:: Material for this exercise

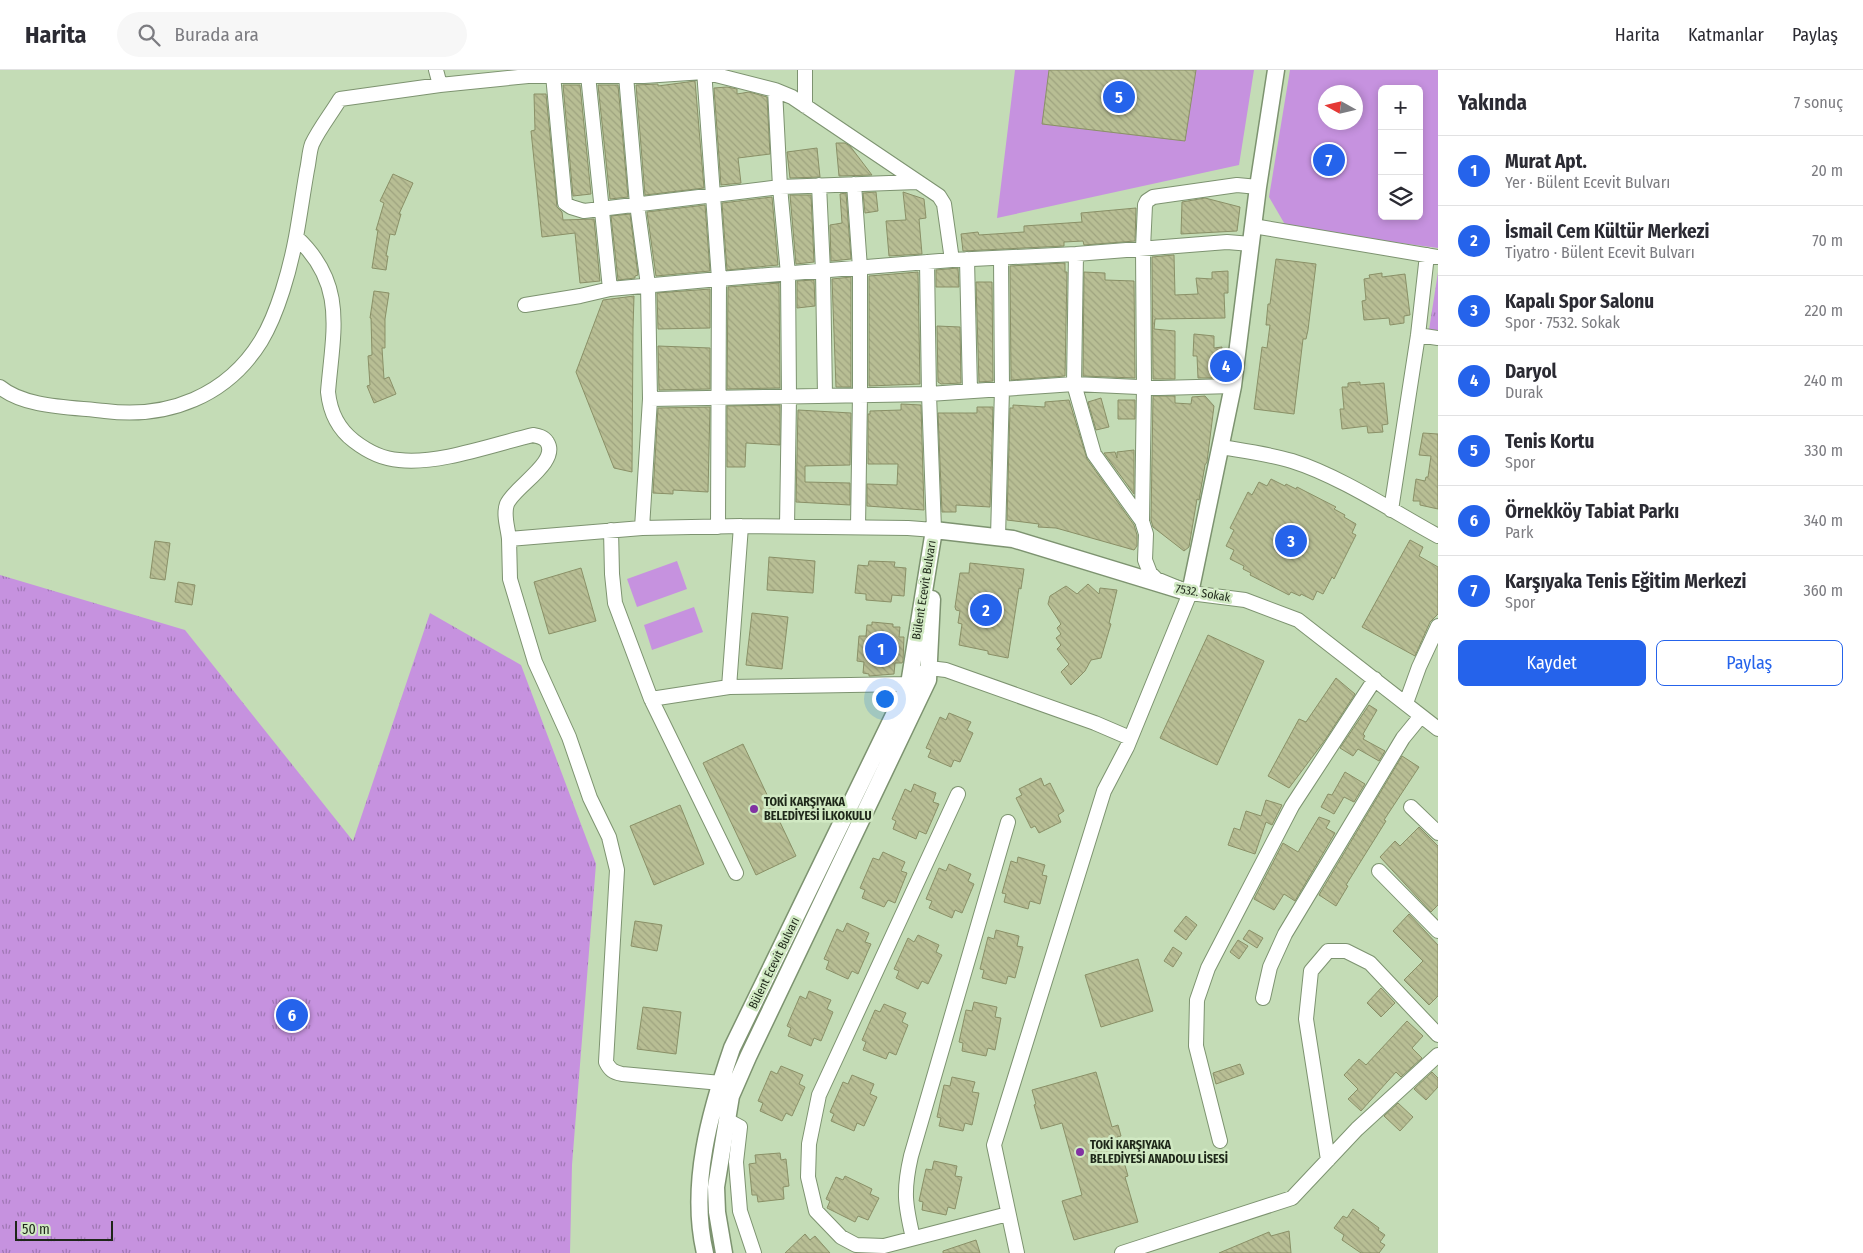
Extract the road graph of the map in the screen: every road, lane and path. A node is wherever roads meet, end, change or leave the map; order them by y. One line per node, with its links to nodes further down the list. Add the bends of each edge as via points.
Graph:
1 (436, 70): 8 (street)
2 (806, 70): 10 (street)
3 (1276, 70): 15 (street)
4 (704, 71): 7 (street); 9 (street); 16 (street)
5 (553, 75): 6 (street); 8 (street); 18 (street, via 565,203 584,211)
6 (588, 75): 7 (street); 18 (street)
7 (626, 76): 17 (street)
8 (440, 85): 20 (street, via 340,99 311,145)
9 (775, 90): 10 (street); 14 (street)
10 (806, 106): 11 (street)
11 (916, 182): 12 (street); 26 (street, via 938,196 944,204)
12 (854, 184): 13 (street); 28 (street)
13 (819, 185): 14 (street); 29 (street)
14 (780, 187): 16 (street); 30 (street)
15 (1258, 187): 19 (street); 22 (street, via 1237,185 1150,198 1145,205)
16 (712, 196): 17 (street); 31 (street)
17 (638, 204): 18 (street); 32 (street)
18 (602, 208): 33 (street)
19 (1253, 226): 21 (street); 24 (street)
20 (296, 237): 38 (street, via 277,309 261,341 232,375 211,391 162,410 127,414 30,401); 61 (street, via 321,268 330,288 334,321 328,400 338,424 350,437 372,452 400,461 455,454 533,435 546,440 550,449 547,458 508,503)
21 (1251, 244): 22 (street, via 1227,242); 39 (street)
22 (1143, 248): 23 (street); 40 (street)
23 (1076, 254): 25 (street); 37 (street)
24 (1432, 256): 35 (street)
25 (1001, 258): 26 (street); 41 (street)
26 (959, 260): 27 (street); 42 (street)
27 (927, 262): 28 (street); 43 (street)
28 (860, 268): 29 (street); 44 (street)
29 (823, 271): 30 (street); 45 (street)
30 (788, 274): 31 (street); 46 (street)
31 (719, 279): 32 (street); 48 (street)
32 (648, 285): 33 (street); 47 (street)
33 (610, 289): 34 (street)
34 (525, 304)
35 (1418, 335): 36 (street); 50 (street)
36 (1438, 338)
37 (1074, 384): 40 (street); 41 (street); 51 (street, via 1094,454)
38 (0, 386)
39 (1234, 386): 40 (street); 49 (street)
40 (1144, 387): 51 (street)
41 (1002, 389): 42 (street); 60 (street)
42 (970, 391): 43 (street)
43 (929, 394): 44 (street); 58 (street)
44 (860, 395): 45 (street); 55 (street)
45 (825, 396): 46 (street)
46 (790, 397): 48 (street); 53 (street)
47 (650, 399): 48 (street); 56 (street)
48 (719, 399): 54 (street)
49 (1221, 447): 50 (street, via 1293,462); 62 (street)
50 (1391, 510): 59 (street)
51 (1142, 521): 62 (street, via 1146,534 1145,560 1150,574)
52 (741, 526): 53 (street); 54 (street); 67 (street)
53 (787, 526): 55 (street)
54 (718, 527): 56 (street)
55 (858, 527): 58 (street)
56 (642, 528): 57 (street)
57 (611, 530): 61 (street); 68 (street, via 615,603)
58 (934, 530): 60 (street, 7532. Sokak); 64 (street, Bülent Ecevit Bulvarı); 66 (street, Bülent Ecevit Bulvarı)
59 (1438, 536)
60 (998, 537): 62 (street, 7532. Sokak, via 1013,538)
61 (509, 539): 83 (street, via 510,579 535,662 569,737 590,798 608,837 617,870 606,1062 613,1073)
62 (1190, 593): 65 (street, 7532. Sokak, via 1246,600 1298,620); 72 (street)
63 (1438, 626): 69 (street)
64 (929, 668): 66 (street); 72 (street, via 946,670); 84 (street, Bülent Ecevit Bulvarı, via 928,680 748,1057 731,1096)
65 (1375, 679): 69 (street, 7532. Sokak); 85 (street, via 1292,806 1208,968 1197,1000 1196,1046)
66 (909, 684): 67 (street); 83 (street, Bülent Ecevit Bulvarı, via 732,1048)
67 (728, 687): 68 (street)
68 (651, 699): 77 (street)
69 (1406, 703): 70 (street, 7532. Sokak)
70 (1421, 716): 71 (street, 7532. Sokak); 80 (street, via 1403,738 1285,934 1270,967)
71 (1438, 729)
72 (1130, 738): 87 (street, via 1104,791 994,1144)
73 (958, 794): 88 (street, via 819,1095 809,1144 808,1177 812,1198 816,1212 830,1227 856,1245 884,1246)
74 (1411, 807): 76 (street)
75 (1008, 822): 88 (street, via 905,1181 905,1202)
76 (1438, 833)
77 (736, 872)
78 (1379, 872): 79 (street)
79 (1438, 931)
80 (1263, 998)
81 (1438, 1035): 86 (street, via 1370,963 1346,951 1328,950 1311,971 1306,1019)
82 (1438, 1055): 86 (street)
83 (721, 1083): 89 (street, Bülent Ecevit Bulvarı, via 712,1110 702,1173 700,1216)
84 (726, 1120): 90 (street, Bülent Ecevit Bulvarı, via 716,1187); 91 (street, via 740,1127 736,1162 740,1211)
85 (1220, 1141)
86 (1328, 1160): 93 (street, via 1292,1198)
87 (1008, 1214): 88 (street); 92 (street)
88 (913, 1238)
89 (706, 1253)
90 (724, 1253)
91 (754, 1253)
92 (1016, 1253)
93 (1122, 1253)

::::

What you have to do:
The job here is to find each line above with the word "Sokak" and copy it.

The completed task:
58 (934, 530): 60 (street, 7532. Sokak); 64 (street, Bülent Ecevit Bulvarı); 66 (street, Bülent Ecevit Bulvarı)
60 (998, 537): 62 (street, 7532. Sokak, via 1013,538)
62 (1190, 593): 65 (street, 7532. Sokak, via 1246,600 1298,620); 72 (street)
65 (1375, 679): 69 (street, 7532. Sokak); 85 (street, via 1292,806 1208,968 1197,1000 1196,1046)
69 (1406, 703): 70 (street, 7532. Sokak)
70 (1421, 716): 71 (street, 7532. Sokak); 80 (street, via 1403,738 1285,934 1270,967)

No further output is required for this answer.